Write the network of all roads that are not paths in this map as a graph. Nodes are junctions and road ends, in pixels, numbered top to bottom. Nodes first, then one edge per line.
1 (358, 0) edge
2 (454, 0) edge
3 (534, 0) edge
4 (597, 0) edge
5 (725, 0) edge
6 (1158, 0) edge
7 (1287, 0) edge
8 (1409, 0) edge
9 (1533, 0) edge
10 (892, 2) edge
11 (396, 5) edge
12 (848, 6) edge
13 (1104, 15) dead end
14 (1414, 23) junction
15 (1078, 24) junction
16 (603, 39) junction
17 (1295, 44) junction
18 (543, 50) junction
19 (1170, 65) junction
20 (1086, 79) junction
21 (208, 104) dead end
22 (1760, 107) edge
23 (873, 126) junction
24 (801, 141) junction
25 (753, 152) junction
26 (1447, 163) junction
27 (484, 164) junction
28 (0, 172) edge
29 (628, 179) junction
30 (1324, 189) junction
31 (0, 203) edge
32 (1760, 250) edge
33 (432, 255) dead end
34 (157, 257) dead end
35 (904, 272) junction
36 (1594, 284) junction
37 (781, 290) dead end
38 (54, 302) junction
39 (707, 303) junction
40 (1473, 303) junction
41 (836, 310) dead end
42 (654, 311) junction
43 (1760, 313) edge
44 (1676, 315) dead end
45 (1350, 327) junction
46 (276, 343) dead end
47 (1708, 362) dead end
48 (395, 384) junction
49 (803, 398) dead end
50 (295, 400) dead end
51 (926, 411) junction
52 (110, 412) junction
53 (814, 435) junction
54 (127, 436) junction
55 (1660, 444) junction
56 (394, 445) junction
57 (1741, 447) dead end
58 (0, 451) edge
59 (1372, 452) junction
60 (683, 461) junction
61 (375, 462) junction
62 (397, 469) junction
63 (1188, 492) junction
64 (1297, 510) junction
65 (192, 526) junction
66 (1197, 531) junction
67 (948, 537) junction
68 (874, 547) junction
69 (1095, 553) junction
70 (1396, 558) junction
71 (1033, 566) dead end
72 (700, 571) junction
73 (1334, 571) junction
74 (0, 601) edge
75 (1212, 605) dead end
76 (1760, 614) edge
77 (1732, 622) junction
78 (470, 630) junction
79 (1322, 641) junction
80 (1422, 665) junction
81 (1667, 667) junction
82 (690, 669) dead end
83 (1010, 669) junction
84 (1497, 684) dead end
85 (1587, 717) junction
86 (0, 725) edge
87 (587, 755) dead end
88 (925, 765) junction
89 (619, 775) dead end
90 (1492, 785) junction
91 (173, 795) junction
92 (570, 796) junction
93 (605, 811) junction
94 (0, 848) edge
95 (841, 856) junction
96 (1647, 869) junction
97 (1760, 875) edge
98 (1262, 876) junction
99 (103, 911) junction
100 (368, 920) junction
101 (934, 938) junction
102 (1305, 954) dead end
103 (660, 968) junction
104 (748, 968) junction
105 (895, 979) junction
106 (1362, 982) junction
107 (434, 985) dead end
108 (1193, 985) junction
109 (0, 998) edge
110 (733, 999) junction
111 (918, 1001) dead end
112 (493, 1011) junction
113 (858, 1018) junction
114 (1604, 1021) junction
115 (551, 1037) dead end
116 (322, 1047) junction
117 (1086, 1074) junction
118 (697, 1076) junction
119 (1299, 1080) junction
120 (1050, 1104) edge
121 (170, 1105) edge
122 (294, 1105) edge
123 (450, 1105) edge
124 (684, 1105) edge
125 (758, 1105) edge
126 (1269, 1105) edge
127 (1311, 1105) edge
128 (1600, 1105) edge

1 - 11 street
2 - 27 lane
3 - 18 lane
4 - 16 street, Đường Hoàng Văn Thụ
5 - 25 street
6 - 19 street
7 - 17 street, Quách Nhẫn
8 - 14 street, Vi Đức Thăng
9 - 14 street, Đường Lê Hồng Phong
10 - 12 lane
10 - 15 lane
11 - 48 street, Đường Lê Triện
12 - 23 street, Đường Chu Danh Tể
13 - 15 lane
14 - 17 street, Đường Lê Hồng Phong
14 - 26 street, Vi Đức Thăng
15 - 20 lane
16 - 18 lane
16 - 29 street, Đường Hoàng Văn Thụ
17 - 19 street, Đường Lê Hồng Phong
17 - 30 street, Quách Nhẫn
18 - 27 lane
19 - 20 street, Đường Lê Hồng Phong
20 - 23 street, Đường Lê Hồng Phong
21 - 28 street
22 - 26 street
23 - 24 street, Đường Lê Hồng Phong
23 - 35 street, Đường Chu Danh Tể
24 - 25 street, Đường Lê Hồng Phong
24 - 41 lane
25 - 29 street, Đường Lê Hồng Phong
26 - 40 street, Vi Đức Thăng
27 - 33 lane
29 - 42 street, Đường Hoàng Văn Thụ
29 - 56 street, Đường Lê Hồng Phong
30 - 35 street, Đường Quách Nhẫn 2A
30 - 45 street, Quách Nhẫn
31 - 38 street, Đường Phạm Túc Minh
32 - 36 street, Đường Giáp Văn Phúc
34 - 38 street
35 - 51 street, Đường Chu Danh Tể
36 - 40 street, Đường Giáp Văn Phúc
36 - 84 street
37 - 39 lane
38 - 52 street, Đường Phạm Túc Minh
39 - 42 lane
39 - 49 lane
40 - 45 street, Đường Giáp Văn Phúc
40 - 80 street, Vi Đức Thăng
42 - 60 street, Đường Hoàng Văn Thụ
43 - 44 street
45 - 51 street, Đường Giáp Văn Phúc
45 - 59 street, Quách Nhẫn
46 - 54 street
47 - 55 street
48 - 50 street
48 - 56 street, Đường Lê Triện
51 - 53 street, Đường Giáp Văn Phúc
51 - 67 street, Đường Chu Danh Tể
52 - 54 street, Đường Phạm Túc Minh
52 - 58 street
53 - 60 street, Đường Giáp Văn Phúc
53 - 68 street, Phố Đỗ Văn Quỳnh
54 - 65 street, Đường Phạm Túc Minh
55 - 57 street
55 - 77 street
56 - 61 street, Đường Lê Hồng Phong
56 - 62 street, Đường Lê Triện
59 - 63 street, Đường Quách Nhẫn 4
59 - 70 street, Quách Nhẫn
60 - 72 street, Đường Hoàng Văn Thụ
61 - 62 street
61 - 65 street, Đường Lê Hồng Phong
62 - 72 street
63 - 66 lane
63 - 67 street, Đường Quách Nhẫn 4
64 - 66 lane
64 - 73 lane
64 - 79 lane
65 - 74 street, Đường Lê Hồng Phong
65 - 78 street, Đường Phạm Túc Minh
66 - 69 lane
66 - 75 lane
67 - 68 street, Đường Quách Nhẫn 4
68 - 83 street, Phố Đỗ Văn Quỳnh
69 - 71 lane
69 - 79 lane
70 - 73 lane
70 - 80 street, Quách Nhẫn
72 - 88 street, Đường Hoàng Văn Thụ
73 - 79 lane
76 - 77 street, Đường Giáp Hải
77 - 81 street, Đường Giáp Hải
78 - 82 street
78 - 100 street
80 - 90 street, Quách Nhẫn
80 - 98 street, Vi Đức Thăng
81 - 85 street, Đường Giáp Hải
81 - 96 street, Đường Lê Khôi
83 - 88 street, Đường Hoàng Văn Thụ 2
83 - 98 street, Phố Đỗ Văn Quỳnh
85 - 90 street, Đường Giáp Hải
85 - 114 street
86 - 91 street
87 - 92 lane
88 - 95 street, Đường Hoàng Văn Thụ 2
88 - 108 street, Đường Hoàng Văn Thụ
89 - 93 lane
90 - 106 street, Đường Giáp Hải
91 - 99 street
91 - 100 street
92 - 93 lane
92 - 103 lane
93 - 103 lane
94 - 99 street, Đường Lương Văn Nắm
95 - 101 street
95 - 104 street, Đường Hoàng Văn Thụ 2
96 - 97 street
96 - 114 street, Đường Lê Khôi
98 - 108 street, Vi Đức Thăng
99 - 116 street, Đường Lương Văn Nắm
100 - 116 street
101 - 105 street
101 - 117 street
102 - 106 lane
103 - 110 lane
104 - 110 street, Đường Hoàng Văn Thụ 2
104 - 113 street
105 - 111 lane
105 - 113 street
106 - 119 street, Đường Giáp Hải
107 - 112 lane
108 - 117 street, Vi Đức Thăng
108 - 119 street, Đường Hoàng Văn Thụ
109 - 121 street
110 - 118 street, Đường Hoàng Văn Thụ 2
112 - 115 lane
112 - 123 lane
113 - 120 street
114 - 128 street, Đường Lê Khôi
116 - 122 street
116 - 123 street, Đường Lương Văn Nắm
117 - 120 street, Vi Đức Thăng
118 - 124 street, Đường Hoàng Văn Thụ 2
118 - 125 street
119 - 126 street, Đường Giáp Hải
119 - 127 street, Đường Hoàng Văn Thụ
····················
PROMPT: Match on "Phạm" and report each line of the data above that has it.

WORKED SOLUTION:
31 - 38 street, Đường Phạm Túc Minh
38 - 52 street, Đường Phạm Túc Minh
52 - 54 street, Đường Phạm Túc Minh
54 - 65 street, Đường Phạm Túc Minh
65 - 78 street, Đường Phạm Túc Minh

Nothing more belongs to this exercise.